Every calculation starts with data. We look at data from private health insurance that captures the statistically observed care days per age and year. They show how many days people of a given age were, on average, in need of care – broken down by care grade as well as by outpatient and inpatient care.
The data comes from the entirety of private health insurance companies in Germany. All insurers report annually how many care days were observed across the various age groups. These values are set in relation to the respective number of insured persons per age. The result is average care days per age and year, expressed in the unit of days.
In practice, statistical noise occurs – for instance in age ranges with a very small insured population, where a few care cases can strongly influence the statistics.
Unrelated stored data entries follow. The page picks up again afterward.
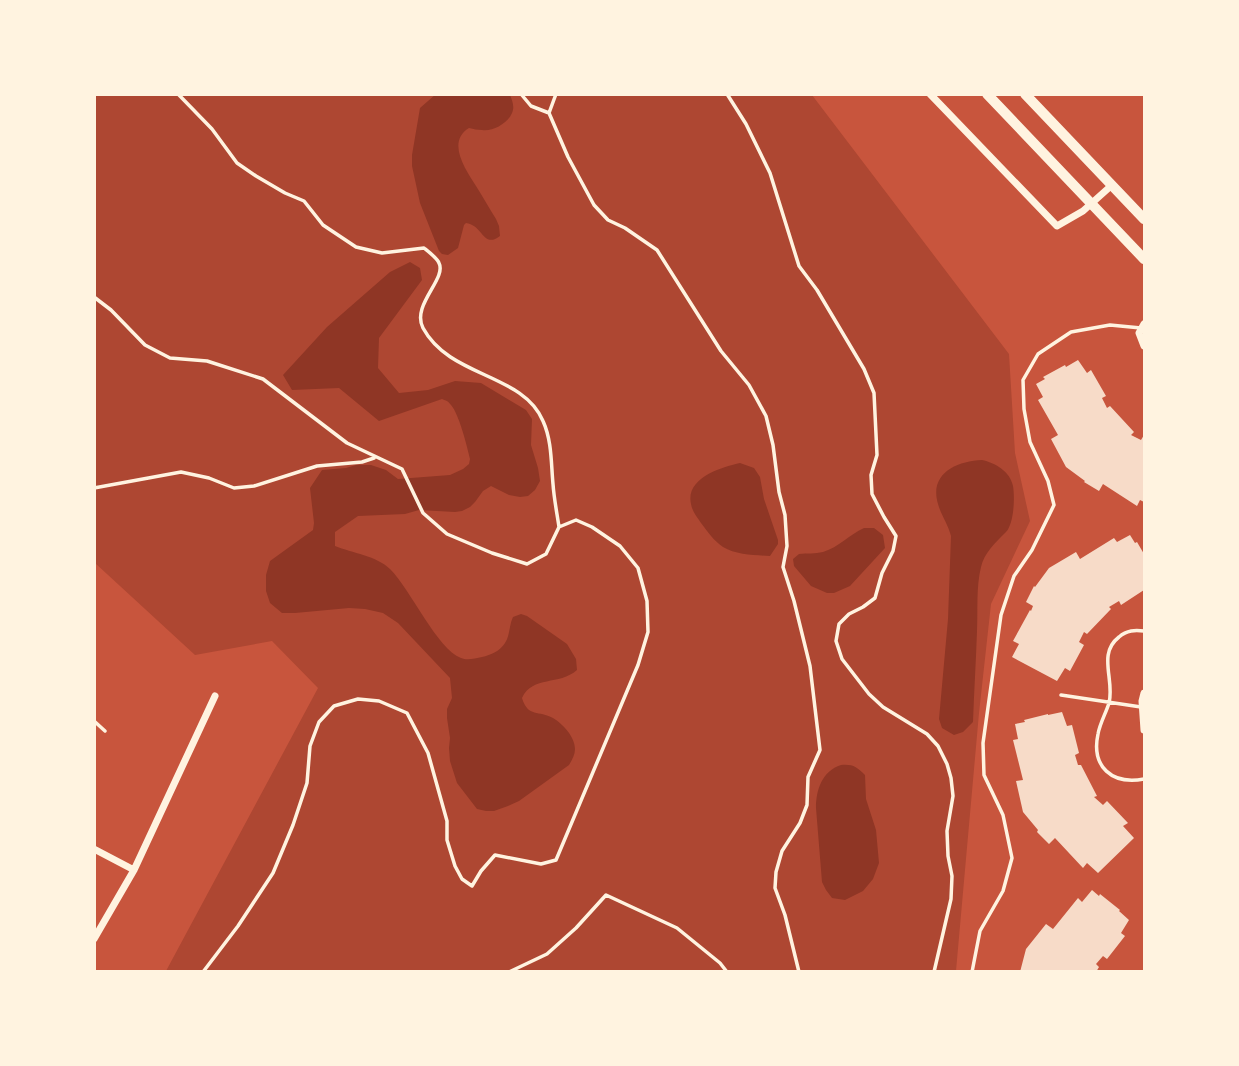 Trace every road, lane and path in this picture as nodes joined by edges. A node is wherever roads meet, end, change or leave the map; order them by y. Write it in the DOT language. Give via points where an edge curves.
graph roads {
  1 [pos="178,94"];
  2 [pos="521,94"];
  3 [pos="556,94"];
  4 [pos="727,94"];
  5 [pos="930,94"];
  6 [pos="987,94"];
  7 [pos="1025,94"];
  8 [pos="549,113"];
  9 [pos="1112,185"];
  10 [pos="1092,204"];
  11 [pos="1143,214"];
  12 [pos="1144,259"];
  13 [pos="94,297"];
  14 [pos="1143,326"];
  15 [pos="1144,346"];
  16 [pos="376,457"];
  17 [pos="94,488"];
  18 [pos="559,527"];
  19 [pos="1144,631"];
  20 [pos="1144,693"];
  21 [pos="1061,695"];
  22 [pos="215,696"];
  23 [pos="1109,701"];
  24 [pos="1143,707"];
  25 [pos="94,721"];
  26 [pos="1144,730"];
  27 [pos="105,731"];
  28 [pos="1144,779"];
  29 [pos="94,849"];
  30 [pos="134,870"];
  31 [pos="94,939"];
  32 [pos="203,971"];
  33 [pos="509,971"];
  34 [pos="727,971"];
  35 [pos="799,971"];
  36 [pos="934,971"];
  37 [pos="972,971"];
  1 -- 18 [label="lane" via="237,163 304,201 323,225 356,247 382,253 424,248 440,264 440,274 422,309 421,325 449,356 532,402 550,445"];
  2 -- 8 [label="lane" via="531,106"];
  3 -- 8 [label="lane"];
  4 -- 36 [label="lane" via="771,173 799,266 851,344 874,393 877,455 872,494 896,536 875,597 839,624 836,642 842,659 869,694 927,734 947,764 953,796 947,831 951,899"];
  5 -- 10 [label="street" via="1057,226"];
  6 -- 10 [label="main road"];
  7 -- 9 [label="main road"];
  8 -- 35 [label="lane" via="594,205 608,220 657,250 766,416 785,515 788,546 783,567 810,666 820,750 808,777 807,805 776,872 775,888"];
  9 -- 10 [label="street"];
  9 -- 11 [label="main road"];
  10 -- 12 [label="main road"];
  13 -- 16 [label="lane" via="145,345 170,358 207,361 264,379 347,443"];
  14 -- 15 [label="street" via="1139,333"];
  14 -- 37 [label="lane" via="1111,325 1071,332 1038,354 1023,380 1030,442 1054,505 1014,576 1001,615 983,743 984,775 1003,815 1012,858 1003,891 980,931"];
  16 -- 17 [label="lane" via="317,466 254,486 234,488 181,472"];
  16 -- 18 [label="lane" via="401,469 423,513 447,534 492,553 527,564 546,554"];
  18 -- 32 [label="lane" via="576,520 620,546 638,568 648,601 648,632 556,860 541,864 495,855 472,886 455,866 428,753 407,713 379,701 358,699 334,706 319,722 310,746 307,783 273,873"];
  19 -- 23 [label="lane" via="1123,633 1109,649"];
  20 -- 24 [label="street"];
  21 -- 23 [label="lane"];
  22 -- 30 [label="street"];
  23 -- 24 [label="lane"];
  23 -- 28 [label="lane" via="1098,733 1097,757 1111,776"];
  24 -- 26 [label="street"];
  25 -- 27 [label="lane"];
  29 -- 30 [label="street"];
  30 -- 31 [label="street"];
  33 -- 34 [label="lane" via="547,954 606,895 677,928"];
}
An important structural change came in 2017 with the Second Care Strengthening Act (PSG II): the previous classification into three care levels was replaced by five care grades that explicitly take cognitive impairments into account. In the time series, this transition shows up as a clear jump – an effect that must be separated from genuine trends when interpreting the data.
To make changes in care needs visible without age effects distorting the results, one considers a fixed starting age (say, 25 years) and sums the care days weighted by survival probabilities over the lifetime. This makes the expected lifetime care days comparable between years. Clearly visible across all evaluations: the number of care days rises sharply with increasing age. That is the foundation – but how does this become an insurance product?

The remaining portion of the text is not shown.